**Your goal:** Find every line in the records below that holds the word "mouth", and copy each one.

####

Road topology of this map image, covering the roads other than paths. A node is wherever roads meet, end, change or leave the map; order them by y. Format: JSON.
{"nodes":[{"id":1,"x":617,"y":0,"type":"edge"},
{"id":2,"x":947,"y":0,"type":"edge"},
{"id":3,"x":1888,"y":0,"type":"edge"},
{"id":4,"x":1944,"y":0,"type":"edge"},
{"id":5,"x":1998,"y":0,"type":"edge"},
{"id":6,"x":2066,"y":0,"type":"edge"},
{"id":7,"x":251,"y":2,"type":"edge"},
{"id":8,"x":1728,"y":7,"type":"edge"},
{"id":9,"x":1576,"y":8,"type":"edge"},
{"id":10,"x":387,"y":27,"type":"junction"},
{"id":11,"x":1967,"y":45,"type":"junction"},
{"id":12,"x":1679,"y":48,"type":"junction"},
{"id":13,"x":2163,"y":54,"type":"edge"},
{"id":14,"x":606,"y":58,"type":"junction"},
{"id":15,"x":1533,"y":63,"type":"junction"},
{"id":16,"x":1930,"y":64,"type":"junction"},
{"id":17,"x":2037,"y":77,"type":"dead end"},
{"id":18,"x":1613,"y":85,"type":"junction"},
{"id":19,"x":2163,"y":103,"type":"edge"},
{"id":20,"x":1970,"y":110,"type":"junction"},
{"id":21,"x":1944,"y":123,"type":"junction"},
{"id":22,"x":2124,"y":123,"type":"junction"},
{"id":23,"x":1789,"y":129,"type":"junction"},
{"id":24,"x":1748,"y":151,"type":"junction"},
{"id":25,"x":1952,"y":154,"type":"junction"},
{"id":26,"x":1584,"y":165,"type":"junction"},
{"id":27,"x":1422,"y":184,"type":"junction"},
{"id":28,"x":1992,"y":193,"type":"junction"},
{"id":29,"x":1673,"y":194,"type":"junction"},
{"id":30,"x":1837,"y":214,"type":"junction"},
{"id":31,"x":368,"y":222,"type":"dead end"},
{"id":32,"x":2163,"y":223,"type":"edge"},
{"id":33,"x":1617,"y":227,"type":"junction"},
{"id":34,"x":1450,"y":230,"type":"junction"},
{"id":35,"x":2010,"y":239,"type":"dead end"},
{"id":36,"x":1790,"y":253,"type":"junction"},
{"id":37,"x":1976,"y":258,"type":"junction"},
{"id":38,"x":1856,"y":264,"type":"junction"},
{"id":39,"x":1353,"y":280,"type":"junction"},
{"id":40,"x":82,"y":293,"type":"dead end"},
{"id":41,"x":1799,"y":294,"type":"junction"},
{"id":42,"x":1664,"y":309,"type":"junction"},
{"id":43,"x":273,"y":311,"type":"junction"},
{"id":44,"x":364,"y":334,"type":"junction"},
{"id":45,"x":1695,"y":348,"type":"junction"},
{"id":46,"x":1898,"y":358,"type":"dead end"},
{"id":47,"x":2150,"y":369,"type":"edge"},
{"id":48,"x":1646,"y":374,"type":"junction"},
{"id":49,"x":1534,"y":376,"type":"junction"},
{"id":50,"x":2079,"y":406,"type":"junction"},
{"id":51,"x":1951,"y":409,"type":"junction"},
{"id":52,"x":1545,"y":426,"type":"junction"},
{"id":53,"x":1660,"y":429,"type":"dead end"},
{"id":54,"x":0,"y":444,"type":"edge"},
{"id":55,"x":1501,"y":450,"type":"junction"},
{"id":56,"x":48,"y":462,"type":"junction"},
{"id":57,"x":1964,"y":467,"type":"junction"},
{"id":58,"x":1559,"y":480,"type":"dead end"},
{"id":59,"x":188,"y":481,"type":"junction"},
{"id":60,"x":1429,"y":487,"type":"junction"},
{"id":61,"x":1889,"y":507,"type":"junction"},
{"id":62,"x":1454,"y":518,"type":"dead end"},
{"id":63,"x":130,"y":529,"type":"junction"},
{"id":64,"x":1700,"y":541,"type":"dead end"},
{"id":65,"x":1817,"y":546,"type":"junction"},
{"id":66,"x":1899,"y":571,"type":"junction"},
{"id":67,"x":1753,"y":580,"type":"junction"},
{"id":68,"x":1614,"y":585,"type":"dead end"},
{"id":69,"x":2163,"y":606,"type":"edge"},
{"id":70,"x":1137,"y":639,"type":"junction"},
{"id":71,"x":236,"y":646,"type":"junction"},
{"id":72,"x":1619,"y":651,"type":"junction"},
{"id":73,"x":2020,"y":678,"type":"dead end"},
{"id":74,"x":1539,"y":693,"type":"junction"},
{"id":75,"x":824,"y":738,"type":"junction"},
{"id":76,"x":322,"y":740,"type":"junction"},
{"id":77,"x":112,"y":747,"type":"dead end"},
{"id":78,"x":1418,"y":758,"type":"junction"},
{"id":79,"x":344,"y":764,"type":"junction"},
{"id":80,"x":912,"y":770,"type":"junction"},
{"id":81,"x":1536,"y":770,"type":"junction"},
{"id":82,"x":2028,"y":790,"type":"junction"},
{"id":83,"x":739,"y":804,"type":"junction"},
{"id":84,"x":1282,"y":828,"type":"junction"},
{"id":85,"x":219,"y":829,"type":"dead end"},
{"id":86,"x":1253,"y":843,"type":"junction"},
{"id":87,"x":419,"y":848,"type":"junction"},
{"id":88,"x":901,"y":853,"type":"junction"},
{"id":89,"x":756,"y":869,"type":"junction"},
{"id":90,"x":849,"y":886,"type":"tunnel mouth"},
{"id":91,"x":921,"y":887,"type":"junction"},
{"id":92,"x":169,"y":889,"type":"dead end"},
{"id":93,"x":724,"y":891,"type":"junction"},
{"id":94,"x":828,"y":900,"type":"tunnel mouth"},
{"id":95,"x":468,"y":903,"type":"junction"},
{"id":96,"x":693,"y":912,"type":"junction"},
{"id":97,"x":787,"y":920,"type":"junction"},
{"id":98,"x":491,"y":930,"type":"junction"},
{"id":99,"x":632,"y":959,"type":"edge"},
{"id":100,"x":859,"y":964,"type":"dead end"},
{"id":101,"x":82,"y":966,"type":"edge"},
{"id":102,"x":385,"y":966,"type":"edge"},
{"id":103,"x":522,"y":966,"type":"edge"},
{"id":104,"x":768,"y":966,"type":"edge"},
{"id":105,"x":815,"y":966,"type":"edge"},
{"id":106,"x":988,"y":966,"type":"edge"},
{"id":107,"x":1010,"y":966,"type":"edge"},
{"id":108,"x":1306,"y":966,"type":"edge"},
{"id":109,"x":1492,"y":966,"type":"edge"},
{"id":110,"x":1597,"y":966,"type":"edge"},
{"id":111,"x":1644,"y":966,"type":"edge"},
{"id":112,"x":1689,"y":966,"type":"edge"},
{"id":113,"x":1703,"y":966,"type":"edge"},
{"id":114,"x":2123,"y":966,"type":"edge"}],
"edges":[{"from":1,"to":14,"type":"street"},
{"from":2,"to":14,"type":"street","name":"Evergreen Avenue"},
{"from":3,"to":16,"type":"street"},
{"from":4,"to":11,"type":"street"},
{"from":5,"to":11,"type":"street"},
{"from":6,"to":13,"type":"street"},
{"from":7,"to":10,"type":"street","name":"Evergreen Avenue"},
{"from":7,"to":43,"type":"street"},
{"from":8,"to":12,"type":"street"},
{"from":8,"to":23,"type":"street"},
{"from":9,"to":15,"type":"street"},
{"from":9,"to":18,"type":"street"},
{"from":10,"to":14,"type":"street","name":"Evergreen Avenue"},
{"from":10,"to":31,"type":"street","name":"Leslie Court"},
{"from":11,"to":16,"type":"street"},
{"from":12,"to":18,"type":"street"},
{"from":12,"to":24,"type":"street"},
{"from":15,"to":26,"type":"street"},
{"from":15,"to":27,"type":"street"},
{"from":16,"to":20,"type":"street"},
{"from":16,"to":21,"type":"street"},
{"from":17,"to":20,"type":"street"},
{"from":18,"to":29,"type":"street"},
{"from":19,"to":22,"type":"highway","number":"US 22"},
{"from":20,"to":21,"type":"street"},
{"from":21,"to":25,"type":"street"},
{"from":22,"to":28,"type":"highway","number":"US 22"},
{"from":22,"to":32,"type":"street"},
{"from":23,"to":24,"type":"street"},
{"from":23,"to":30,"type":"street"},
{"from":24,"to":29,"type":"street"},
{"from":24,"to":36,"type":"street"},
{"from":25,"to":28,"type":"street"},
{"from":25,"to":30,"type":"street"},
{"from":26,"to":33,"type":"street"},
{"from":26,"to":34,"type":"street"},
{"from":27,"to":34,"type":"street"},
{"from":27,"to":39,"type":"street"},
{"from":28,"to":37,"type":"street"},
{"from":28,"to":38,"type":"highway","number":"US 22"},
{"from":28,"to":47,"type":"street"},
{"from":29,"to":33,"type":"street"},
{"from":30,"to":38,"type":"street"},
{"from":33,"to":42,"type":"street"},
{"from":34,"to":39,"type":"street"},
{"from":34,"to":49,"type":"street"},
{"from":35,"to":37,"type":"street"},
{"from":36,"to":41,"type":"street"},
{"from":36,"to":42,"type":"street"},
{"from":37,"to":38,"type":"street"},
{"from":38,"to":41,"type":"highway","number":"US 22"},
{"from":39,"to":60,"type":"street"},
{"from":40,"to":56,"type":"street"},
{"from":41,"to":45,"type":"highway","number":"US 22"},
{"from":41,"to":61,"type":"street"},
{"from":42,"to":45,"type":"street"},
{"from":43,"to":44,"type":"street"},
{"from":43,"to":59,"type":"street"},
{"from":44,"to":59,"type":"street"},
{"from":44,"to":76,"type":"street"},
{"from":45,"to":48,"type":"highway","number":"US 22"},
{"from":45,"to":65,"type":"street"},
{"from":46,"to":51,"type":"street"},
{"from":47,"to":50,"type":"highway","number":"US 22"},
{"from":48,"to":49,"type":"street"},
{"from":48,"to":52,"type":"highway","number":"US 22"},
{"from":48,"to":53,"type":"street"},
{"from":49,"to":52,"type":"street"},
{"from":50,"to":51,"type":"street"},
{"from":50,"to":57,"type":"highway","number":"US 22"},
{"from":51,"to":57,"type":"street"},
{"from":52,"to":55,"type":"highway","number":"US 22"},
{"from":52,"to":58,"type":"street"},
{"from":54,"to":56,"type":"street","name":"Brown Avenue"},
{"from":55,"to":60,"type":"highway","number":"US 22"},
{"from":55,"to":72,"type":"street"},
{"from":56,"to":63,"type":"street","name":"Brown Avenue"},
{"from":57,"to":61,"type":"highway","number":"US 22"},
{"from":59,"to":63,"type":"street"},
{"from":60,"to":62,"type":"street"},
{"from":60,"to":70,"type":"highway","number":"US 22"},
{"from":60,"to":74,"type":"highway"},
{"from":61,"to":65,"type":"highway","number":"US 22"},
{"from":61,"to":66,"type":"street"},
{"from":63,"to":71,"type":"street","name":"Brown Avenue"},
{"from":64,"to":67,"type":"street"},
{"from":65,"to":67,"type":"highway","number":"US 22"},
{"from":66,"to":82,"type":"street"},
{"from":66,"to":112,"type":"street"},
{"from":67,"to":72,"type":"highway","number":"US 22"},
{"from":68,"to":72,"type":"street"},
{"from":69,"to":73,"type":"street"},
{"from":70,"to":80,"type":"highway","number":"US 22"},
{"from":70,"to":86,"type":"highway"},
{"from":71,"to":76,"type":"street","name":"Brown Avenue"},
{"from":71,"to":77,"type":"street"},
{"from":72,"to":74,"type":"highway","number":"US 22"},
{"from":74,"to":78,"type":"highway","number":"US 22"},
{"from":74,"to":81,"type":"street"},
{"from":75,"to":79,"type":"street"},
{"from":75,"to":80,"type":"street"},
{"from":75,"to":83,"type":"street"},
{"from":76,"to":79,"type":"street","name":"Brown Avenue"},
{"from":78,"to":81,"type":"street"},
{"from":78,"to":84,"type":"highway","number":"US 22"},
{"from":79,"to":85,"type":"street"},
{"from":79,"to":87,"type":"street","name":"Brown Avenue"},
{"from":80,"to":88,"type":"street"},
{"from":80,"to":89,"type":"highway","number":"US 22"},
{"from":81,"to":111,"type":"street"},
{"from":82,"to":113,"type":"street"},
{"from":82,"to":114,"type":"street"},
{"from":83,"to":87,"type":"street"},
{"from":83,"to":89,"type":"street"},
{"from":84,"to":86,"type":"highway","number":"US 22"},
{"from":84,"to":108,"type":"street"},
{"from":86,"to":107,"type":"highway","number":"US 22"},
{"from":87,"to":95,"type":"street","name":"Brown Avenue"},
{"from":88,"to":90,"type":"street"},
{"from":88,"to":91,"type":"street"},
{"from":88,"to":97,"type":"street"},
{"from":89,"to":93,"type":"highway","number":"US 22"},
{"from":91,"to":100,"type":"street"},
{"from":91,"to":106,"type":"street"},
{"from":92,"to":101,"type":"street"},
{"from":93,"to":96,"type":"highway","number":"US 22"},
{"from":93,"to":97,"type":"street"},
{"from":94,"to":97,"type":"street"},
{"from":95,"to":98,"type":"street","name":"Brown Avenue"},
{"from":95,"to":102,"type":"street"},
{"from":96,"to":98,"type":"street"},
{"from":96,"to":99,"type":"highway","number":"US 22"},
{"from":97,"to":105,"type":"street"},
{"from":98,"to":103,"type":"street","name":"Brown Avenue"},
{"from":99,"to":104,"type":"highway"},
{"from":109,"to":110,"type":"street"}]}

####

**Solution for this problem:**
{"id":90,"x":849,"y":886,"type":"tunnel mouth"},
{"id":94,"x":828,"y":900,"type":"tunnel mouth"},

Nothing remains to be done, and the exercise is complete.